China says it will ban the trade in wild animals, like bats, believed to be behind the Wuhan coronavirus, and tighten supervision on 'wet markets'
China said it will ban illegal wildlife markets and trade in light of the Wuhan coronavirus, which has killed at least 426 people and infected more than 20,000. Experts believe the Wuhan coronavirus likely started in a wet market, where live and dead animals are often sold in poorly regulated conditions. The ban on wildlife markets is just one of a number of initiatives China is taking in response to the novel coronavirus. China also swiftly built two hospitals to accommodate the gorwing number of patients, and put entire cities under quarantine. Visit Business Insider's homepage for more stories.
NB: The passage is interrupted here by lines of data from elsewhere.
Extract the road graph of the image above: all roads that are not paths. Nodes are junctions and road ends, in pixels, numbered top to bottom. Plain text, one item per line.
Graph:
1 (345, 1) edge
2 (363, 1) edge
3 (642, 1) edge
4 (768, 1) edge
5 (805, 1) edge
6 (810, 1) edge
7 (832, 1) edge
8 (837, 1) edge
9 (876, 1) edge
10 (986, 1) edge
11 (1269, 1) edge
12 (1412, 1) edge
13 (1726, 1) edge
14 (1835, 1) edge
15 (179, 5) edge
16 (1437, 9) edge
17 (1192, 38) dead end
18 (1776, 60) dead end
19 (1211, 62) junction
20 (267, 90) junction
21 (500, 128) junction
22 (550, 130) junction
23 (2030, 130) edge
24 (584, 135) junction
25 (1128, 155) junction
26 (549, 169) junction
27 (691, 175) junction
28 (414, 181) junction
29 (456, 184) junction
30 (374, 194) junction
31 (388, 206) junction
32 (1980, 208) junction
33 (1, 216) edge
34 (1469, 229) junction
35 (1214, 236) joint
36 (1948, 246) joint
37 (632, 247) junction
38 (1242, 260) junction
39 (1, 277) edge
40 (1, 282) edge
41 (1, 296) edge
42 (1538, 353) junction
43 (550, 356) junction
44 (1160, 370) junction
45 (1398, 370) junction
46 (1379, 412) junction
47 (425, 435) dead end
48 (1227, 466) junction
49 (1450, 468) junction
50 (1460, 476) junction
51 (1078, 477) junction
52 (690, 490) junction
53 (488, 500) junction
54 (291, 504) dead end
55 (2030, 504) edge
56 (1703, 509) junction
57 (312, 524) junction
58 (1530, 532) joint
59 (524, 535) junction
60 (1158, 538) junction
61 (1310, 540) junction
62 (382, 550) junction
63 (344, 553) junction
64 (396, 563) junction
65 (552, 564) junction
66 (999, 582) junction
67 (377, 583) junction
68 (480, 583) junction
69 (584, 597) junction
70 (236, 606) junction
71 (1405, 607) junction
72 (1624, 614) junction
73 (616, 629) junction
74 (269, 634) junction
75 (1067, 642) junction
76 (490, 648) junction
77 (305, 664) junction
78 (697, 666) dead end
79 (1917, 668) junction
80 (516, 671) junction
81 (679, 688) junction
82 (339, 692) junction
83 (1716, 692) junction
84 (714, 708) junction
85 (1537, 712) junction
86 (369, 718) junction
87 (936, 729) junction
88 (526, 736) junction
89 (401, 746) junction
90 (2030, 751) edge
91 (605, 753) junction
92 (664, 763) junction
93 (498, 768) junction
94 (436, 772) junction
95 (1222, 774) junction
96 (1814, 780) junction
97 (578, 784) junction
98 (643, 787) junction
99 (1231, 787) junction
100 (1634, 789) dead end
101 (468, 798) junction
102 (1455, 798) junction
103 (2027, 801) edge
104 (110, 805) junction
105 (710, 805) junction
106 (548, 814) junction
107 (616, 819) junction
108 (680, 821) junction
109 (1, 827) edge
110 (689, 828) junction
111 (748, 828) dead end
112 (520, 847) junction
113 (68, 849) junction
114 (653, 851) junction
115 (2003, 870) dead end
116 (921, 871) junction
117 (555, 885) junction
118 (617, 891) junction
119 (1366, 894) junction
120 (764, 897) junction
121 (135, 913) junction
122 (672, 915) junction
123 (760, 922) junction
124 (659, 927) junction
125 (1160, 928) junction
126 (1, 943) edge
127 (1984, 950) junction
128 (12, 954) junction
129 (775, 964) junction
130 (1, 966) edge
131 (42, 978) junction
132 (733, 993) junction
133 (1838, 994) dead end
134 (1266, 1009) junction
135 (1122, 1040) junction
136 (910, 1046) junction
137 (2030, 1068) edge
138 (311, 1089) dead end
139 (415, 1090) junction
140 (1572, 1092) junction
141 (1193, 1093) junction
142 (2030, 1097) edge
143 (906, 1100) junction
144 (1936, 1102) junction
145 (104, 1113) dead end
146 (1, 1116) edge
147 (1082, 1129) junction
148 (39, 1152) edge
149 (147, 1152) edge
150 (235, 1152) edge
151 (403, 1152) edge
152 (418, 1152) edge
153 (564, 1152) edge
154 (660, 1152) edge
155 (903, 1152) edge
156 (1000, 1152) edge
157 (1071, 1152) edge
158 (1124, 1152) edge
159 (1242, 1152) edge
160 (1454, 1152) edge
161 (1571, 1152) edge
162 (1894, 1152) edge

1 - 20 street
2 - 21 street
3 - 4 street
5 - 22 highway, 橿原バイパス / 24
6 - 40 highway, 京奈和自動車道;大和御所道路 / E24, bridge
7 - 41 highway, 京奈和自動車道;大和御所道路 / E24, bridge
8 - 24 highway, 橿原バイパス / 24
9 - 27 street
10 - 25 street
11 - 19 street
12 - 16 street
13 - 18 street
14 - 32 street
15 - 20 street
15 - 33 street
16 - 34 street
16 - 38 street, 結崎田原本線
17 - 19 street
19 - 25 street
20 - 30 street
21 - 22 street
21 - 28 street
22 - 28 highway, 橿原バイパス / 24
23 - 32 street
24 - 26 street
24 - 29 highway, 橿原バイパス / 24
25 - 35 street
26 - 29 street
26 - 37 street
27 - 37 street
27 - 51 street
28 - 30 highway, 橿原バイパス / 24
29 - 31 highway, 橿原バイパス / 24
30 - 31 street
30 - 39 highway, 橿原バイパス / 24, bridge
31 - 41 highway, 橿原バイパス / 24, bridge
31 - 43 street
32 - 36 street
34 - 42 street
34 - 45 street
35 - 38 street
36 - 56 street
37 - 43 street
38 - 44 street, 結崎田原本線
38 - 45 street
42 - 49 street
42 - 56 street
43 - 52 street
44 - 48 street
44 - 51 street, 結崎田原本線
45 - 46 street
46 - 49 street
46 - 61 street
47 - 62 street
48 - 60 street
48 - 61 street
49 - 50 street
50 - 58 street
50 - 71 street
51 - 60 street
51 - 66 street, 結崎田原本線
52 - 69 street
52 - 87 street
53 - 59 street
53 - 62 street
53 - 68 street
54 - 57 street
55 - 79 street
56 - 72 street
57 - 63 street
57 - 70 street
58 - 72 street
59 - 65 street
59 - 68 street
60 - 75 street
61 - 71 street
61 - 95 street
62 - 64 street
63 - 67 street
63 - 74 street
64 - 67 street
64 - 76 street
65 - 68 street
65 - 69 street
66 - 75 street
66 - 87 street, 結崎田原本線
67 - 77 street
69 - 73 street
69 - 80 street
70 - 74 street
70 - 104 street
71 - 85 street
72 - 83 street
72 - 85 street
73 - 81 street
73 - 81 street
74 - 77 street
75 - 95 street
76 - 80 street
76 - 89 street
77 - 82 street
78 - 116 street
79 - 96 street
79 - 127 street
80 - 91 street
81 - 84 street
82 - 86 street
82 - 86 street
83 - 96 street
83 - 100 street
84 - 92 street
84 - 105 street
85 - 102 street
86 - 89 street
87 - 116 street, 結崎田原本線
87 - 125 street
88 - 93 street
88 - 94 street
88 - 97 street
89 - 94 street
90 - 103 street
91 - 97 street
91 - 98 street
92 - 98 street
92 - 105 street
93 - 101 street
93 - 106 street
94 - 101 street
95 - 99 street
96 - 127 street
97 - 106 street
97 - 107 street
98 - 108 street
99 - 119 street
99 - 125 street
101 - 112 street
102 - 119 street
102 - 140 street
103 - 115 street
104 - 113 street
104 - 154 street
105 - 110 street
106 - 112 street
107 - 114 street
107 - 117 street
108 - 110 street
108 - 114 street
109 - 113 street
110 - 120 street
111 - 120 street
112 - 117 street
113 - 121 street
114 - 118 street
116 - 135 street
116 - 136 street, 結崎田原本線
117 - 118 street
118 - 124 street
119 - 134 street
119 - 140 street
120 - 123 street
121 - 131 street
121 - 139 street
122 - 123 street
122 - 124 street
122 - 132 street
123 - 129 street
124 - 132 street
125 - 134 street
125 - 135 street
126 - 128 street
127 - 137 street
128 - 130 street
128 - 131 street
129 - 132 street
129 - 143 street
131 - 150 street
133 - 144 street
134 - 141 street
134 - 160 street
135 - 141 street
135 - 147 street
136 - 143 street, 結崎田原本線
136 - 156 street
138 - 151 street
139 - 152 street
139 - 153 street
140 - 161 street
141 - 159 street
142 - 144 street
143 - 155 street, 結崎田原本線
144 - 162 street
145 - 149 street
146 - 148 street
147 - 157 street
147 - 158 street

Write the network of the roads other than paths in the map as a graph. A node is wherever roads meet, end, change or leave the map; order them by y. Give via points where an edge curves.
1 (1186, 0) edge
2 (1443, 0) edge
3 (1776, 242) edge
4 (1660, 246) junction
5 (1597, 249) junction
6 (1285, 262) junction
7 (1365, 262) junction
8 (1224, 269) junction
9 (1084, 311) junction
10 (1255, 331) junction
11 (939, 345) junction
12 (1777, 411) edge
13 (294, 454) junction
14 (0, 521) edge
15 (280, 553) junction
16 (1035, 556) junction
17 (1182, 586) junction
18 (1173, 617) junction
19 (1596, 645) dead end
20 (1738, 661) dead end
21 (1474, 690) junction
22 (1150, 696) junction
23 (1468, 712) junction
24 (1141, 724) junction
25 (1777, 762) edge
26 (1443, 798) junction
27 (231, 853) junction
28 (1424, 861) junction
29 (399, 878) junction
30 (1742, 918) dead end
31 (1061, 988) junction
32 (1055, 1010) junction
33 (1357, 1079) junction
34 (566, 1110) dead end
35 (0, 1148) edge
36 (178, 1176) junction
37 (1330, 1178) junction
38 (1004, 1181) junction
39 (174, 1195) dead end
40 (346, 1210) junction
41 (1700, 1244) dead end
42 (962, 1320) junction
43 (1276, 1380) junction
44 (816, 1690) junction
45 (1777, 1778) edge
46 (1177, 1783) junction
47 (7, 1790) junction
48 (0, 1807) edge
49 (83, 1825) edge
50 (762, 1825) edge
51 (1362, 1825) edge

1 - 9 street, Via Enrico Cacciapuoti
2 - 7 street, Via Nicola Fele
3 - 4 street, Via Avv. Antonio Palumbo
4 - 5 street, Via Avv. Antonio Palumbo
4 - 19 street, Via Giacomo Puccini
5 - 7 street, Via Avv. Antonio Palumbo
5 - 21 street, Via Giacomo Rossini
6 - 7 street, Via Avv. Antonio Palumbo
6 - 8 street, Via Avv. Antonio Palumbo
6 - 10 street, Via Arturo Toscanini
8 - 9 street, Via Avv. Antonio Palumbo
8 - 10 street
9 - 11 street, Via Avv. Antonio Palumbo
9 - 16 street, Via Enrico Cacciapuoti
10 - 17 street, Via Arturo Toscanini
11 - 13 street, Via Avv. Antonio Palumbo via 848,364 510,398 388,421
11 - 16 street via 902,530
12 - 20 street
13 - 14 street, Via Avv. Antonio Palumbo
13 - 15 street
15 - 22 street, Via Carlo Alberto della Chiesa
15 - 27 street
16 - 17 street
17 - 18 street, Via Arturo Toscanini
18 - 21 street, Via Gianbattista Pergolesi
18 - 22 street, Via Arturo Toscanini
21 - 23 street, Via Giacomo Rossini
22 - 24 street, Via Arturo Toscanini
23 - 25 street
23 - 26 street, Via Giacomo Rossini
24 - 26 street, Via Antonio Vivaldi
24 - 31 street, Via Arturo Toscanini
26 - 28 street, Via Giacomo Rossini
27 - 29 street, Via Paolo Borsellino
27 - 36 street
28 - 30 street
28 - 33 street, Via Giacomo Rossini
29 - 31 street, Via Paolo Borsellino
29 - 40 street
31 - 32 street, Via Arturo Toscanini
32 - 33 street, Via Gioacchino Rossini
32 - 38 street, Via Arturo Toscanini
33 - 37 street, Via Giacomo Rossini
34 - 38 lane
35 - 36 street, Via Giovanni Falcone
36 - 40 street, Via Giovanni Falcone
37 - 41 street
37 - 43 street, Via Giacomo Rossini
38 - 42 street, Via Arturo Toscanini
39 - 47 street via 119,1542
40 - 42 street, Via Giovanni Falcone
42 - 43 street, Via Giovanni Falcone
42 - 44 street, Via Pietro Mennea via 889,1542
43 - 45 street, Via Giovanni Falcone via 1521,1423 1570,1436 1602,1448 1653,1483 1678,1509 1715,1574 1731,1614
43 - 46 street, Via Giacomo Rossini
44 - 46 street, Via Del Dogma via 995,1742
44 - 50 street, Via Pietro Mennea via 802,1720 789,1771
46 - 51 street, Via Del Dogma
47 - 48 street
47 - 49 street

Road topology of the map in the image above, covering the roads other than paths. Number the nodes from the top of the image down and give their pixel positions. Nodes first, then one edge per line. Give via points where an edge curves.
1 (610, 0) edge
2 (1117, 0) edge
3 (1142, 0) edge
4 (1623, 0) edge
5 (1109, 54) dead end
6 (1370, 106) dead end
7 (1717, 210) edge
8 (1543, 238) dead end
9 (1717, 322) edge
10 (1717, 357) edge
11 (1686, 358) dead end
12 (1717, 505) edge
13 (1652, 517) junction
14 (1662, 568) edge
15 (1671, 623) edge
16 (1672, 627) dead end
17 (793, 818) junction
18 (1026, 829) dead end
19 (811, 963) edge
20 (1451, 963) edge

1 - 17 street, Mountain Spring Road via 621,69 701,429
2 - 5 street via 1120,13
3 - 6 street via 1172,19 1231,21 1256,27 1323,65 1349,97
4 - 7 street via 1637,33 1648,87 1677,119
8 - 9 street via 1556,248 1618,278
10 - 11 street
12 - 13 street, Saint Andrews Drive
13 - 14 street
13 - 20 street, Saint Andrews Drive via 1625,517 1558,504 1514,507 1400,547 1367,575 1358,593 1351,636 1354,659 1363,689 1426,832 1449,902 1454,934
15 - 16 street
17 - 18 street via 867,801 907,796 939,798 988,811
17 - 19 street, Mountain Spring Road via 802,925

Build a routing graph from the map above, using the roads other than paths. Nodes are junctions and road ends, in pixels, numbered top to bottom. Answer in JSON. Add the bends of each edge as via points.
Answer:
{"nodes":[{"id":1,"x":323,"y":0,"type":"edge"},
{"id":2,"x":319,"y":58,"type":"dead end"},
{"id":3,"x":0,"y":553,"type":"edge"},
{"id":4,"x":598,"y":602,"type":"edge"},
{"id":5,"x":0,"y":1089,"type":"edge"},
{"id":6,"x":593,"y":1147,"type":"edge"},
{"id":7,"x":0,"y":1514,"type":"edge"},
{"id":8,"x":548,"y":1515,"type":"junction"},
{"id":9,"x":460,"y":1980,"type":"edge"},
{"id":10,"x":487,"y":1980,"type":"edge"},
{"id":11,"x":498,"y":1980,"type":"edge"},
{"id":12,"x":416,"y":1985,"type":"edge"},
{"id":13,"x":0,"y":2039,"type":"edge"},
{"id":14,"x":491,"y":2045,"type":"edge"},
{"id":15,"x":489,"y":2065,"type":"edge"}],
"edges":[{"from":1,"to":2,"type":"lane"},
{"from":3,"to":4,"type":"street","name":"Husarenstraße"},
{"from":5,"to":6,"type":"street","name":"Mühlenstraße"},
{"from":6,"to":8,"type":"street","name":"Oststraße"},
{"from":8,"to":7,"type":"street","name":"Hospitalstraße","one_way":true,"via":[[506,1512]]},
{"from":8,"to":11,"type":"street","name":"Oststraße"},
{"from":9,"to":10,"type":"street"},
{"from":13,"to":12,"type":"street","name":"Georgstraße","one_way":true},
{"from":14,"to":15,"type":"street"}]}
China is looking to ban illegal wildlife trade and escalate supervision on "wet markets" in light of the rapidly spreading novel coronavirus. The Wuhan coronavirus, or 2019-nCoV, is likely to have started in a wet market in Wuhan in the Chinese province of Hubei. The markets are known for selling both live and dead animals, often in poorly regulated conditions. The outbreak has killed 425 people in China and one in the Philippines and infected more than 20,000 people worldwide. The Politburo Standing Committee, the most powerful body of the Chinese Communist Party issued a statement Monday recognizing its "shortcomings" in its response to the outbreak, adding that it will "severely crack down" on illegal wildlife markets and trade in light of the Wuhan coronavirus outbreak. "It is necessary to strengthen market supervision, resolutely ban and severely crack down on illegal wildlife markets and trade, and control major public health risks from the source," the committee said in the statement. The Wuhan coronavirus is a zoonotic disease, meaning that it originated in animals. Experts believe the novel coronavirus spread from bats, to snakes, to people. China initially imposed a ban on live animal sales in the city of Wuhan in light of the outbreak. The ban is just one of a number of initiatives China is imposing to prevent the spread of the Wuhan coronavirus, including panic-building two hospitals and introducing unprecedented quarantines throughout the country. China's crackdown on the spread of the Wuhan coronavirus comes after the country was criticized for its response to the severe acute respiratory syndrome (SARS) outbreak in the early 2000s. China kept quiet on the spread of the disease, later issuing an apology for its response to the outbreak as the number of infected people and the death toll grew.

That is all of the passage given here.